The Illusion of Inclusion: Why New Ministry of Education Guidelines Fail in Ukrainian Schools
Recent methodological guidelines issued by Ukraine’s Ministry of Education and Science aimed at supporting children with mental health and behavioral disorders have sparked widespread debate within the educational community.
While the concept of expanding the experience of ‘Superhero Schools’—medically-supported centers within hospitals that provide a calm environment and psychological help—has its merits, implementing such models in typical Ukrainian schools proves to be significantly more complex and fraught with challenges.
Education expert Volodymyr Onatsky notes that a classroom of thirty students, filled with noise, ringing bells, and restless behaviors, differs fundamentally from a hospital ward designed for vulnerable children.
Teachers often face situations where children have mental or behavioral issues but lack access to medical information due to privacy laws; they cannot consult doctors without parental consent, and not all schools have full-time psychologists.
This lack of systemic support forces teachers into solitary roles where they must navigate unfamiliar problems intuitively, often without proper training, risking negative outcomes for children, educators, and the inclusivity movement overall.
Previously, teachers could obtain detailed developmental and psychological information from parents, but current restrictions have eliminated this opportunity.

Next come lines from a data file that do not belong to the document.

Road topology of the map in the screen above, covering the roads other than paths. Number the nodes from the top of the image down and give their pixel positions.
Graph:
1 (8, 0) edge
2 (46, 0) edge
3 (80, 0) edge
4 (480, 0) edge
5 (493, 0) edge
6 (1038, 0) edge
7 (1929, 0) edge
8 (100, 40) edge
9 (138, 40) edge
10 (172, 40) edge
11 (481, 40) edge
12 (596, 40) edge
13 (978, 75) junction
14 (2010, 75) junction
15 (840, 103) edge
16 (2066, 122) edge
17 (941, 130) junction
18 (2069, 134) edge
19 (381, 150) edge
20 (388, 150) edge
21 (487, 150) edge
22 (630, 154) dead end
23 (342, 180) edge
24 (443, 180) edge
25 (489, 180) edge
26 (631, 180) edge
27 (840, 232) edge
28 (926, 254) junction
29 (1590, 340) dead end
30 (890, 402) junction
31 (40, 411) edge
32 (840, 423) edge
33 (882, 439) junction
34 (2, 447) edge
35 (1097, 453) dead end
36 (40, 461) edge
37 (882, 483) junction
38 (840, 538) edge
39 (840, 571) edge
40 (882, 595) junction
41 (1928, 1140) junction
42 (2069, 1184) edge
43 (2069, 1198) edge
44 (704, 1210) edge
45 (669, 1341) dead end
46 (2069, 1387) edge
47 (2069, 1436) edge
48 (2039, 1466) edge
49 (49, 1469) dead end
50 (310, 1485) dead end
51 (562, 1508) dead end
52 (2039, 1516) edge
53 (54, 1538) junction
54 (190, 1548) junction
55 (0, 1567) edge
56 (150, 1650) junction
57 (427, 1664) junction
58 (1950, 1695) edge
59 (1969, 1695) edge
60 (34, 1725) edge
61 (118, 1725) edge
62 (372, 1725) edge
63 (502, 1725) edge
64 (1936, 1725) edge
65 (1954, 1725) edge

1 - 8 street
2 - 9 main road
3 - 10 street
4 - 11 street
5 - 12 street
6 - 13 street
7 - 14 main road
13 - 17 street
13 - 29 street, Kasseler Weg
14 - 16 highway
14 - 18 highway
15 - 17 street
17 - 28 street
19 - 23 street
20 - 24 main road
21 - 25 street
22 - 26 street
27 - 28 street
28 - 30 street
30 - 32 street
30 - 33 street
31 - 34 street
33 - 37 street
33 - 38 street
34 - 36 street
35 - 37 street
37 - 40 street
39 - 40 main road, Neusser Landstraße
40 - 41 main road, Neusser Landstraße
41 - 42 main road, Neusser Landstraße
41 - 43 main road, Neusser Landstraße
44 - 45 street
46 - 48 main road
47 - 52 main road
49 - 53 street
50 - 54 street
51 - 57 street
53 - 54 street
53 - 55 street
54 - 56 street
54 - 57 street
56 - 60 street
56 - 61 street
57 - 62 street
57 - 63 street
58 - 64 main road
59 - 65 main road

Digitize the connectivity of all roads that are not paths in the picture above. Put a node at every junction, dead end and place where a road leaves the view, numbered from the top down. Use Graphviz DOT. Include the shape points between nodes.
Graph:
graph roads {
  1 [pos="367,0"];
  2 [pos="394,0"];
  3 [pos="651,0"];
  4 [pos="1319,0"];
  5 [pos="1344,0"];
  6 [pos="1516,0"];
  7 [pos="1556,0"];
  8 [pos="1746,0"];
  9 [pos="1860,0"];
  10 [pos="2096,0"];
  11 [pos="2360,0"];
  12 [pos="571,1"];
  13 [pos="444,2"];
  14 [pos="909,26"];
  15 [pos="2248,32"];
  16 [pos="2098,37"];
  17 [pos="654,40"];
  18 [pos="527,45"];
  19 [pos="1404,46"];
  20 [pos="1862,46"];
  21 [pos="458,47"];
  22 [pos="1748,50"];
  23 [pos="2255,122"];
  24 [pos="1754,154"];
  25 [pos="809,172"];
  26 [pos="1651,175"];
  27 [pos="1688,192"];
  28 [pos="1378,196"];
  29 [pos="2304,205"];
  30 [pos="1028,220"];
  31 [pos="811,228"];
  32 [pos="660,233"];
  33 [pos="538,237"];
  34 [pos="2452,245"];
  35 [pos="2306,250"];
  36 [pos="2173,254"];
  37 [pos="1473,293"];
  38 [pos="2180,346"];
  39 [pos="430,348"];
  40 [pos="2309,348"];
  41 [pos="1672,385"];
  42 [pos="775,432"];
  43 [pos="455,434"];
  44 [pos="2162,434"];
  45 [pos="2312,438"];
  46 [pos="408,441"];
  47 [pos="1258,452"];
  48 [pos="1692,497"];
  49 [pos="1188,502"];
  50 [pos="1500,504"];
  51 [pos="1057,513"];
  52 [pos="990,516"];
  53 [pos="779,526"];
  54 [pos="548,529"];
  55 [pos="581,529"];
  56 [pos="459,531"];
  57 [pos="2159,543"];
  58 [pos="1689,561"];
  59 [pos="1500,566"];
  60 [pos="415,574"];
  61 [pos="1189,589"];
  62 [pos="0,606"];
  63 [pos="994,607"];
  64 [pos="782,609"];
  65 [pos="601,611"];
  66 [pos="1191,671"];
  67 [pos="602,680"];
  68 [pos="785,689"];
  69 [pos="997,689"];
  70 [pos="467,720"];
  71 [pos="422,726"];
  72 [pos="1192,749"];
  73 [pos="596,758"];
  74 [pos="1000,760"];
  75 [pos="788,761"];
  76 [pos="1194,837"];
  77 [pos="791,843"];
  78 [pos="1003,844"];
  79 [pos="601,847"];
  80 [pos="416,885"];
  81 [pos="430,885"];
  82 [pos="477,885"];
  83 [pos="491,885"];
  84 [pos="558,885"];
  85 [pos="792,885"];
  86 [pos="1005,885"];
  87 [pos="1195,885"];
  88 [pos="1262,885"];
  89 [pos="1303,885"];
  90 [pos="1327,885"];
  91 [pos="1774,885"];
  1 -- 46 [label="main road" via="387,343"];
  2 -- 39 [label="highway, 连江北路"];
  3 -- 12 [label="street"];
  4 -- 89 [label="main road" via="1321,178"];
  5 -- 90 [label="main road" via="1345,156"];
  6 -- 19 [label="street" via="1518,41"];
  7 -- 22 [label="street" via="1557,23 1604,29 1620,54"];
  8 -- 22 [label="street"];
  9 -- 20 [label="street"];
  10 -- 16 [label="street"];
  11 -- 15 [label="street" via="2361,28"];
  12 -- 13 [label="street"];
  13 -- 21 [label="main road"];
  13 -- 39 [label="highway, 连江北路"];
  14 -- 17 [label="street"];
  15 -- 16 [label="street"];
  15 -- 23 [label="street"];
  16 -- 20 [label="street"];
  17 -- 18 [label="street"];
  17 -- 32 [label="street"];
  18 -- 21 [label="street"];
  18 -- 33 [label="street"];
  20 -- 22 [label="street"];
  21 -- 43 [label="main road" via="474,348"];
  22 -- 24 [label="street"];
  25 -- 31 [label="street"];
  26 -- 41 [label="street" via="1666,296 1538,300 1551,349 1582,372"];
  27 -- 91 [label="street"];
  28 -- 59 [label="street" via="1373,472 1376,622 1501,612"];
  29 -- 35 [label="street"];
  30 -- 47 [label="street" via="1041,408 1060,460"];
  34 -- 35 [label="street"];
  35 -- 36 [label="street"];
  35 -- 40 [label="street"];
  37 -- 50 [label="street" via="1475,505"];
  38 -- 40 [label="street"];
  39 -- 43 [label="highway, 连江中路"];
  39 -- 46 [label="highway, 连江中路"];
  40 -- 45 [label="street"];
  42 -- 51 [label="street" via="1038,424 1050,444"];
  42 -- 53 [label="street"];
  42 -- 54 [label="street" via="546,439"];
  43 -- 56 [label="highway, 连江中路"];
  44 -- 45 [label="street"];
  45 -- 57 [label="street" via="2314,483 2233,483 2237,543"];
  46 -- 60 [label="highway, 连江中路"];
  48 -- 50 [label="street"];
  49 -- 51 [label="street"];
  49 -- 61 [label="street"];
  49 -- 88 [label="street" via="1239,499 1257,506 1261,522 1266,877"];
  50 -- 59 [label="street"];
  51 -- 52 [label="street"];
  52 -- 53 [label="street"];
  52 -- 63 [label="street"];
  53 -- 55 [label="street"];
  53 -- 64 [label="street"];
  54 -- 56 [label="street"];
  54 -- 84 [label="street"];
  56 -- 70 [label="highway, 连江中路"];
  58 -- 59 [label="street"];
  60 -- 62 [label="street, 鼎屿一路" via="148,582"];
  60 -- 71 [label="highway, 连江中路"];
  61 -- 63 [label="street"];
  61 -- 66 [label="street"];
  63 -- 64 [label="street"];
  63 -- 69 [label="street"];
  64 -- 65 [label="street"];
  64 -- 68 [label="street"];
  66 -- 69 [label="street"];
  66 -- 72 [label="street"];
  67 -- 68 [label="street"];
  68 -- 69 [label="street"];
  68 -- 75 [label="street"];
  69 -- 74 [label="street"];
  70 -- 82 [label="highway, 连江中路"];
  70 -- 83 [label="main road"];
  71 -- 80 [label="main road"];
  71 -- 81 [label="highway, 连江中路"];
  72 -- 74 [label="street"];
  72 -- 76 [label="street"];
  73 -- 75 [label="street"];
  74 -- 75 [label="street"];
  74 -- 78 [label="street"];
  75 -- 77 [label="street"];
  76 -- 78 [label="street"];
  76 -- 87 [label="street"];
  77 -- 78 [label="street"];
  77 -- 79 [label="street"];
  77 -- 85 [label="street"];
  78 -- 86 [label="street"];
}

Consequently, educators are left to ‘sense’ issues on the fly, which hampers effective support and increases the risk of misinterpretation.
The article emphasizes that without a comprehensive support system, inclusion efforts risk devolving into mere responsibility-shifting, leading to emotional burnout among teachers, inconsistent student support, and potential disciplinary or mental health crises.
Even minor mistakes or inappropriate reactions can result in panic attacks, self-harm, or physical injuries for students, as well as stress and burnout for teachers.
The author criticizes the Ministry’s guidelines as superficial and insufficiently grounded in the realities faced by Ukrainian schools, warning that these policies risk transforming teachers into crisis managers operating under high stress and limited resources, ultimately undermining the goal of true inclusion.